I also built a small jig to mount my dovetail machine to so I can easily clamp it to and remove it from my project bench, just a thought for other rookies out there with a dovetail machine that don't want to mount it permanently to something in the shop


----------



## Hubbard (Jan 1, 2012)

If anyone is interested I'll post the the plans from the book, but I warn you, it just seems like a finger eater. I have vowed to myself that I won't use it unless I'm stone cold sober.


----------



## H. A. S. (Sep 23, 2010)

I've built things like this, and I say it's only dangerous to people who SHOULDN'T be woodworking to begin with. 

Even all the factory produced, plastic crap; is also dangerous in the wrong hands.:furious: Some are just not cut out to handle sharp instruments. 

As long as it works good for you, do it.:yes::thumbsup:


----------



## STAR (Jan 1, 2008)

I have a contractors type Ryobi table saw and it has holes in the table top for their router and their jig saw. I tried it once but got the heebie jeebies with that blade going up and down.

It is not like a table saw with an unprotected blade, this thing gives you the urge to wipe away some waste material. I binned the idea.

To me, Dangerous is not the word I would use. we all know our selves, i realised one moment of not thinking and i would have a messy hand.

Pete


----------



## Hubbard (Jan 1, 2012)

Yeah, the urge to put my hand up there and move stuff defiantly gives me reason to worry. I think I'm gonna give it some red paint around the cut area. I've been in the navy for ten years so it's been beat into my brain enough that "Red means dead" so that should suffice enough to keep my hands away from it. I like it though


----------



## Murphy's Law (Dec 15, 2011)

Gosh, I had one like that for 20 years and never once got close to an accident. I clamped my old B&D jigsaw to the bottom of the table with "C" clamp type thingies. Actually they were "C" clamps that I cut in half and welded to the bottom of the homebrew 1/4" steel table top. That thing worked very well for many years. Finally the saw crapped out and the table rusted. I'm sure it's around here somewhere.


----------



## STAR (Jan 1, 2008)

Hubbard said:


> Yeah, the urge to put my hand up there and move stuff defiantly gives me reason to worry. I think I'm gonna give it some red paint around the cut area. I've been in the navy for ten years so it's been beat into my brain enough that "Red means dead" so that should suffice enough to keep my hands away from it. I like it though[/QUOTE
> 
> I agree it is practical. When my Scroll saw was out of commission I found it was easier for me to put the jig saw in my wood vice and use it there. It did the job that was asked. painting around it red sounds like a good idea as it blended in too well with the surroundings and as a result the blade became invisable.
> 
> Pete


----------



## GeorgeC (Jul 30, 2008)

I am hard pressed to imagine a jig saw that is dangerous to anyone but the terminally stupid.

George


----------



## STAR (Jan 1, 2008)

GeorgeC said:


> I am hard pressed to imagine a jig saw that is dangerous to anyone but the terminally stupid.
> 
> George


----
Maybe you are using crap Chianese blades in your neck of the woods. 

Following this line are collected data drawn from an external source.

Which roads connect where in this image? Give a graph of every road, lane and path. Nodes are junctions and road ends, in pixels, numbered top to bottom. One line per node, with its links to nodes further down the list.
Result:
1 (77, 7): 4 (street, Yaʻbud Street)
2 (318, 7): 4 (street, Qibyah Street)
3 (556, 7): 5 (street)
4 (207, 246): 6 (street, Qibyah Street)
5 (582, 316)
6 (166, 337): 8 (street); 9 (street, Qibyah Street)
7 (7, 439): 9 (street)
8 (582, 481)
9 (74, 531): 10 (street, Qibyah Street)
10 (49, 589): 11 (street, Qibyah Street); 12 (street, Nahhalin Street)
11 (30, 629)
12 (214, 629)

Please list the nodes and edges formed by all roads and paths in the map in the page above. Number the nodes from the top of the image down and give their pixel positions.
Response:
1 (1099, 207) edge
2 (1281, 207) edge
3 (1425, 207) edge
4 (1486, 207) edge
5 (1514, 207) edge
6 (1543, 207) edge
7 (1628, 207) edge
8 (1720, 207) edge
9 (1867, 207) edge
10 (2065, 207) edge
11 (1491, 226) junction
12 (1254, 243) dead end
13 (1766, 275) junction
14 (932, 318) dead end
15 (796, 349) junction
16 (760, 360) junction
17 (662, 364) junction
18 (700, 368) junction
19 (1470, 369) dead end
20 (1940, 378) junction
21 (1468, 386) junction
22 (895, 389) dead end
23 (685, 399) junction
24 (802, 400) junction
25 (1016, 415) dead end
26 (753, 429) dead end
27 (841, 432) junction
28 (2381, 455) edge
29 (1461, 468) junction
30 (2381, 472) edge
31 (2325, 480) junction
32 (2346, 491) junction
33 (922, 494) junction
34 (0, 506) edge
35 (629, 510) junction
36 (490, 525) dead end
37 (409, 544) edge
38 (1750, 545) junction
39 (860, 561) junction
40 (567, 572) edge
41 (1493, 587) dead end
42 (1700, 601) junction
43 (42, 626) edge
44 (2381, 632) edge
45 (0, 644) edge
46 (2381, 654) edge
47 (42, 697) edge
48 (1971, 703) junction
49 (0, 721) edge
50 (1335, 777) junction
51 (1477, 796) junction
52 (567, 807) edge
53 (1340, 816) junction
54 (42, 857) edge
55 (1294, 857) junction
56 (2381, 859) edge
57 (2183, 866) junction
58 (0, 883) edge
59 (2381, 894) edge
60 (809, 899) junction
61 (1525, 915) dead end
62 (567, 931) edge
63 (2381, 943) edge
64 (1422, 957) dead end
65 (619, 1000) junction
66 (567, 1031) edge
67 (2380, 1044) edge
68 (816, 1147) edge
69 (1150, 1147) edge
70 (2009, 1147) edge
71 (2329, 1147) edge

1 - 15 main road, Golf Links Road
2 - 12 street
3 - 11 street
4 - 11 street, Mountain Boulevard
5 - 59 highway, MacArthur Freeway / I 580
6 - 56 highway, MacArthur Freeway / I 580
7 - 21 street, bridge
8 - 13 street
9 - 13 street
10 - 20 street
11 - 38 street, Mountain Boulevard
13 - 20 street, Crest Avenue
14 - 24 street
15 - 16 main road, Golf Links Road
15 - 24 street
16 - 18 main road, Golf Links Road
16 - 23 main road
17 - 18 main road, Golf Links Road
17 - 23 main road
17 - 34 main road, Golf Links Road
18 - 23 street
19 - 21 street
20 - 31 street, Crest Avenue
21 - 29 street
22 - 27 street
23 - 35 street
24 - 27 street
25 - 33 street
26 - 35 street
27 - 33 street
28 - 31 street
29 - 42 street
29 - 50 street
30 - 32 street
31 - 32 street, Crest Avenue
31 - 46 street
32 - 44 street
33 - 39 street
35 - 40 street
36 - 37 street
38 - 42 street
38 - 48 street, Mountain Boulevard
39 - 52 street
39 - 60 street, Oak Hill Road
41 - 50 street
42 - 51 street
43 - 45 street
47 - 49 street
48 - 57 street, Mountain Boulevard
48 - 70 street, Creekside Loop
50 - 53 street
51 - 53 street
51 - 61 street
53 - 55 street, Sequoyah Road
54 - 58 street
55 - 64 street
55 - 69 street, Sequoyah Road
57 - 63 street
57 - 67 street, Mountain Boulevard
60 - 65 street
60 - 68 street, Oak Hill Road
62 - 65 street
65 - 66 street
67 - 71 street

Here, we try to use quality jigsaw blades that a professional would use. If what you use cannot cut your hand then I suggest it is an inferior crap jig saw blade.

Pete


----------



## slicksqueegie (Feb 9, 2011)

GeorgeC said:


> I am hard pressed to imagine a jig saw that is dangerous to anyone but the terminally stupid.
> 
> George



those are some strong words.:no: esp when your talking about something that is made to cut wood...


----------



## Hubbard (Jan 1, 2012)

Heck, most everything in the shop is dangerous if you aren't paying attention. Even a hand saw.


----------



## GeorgeC (Jul 30, 2008)

slicksqueegie said:


> those are some strong words.:no: esp when your talking about something that is made to cut wood...


Yes, it would be dangerous if you were to stand there and press a part of your body against it. I guess you could even cut off a finger if you had the patience and tolerance to pain to take the time it would take for it to cut all the way through a finger.

Then I would call that terminally stupid.

George


----------



## slicksqueegie (Feb 9, 2011)

GeorgeC said:


> if you had the patience and tolerance to pain to take the time it would take for it to cut all the way through a finger.
> 
> Then I would call that terminally stupid.
> 
> George


Then I would agree with STAR about yer blades.:yes:


----------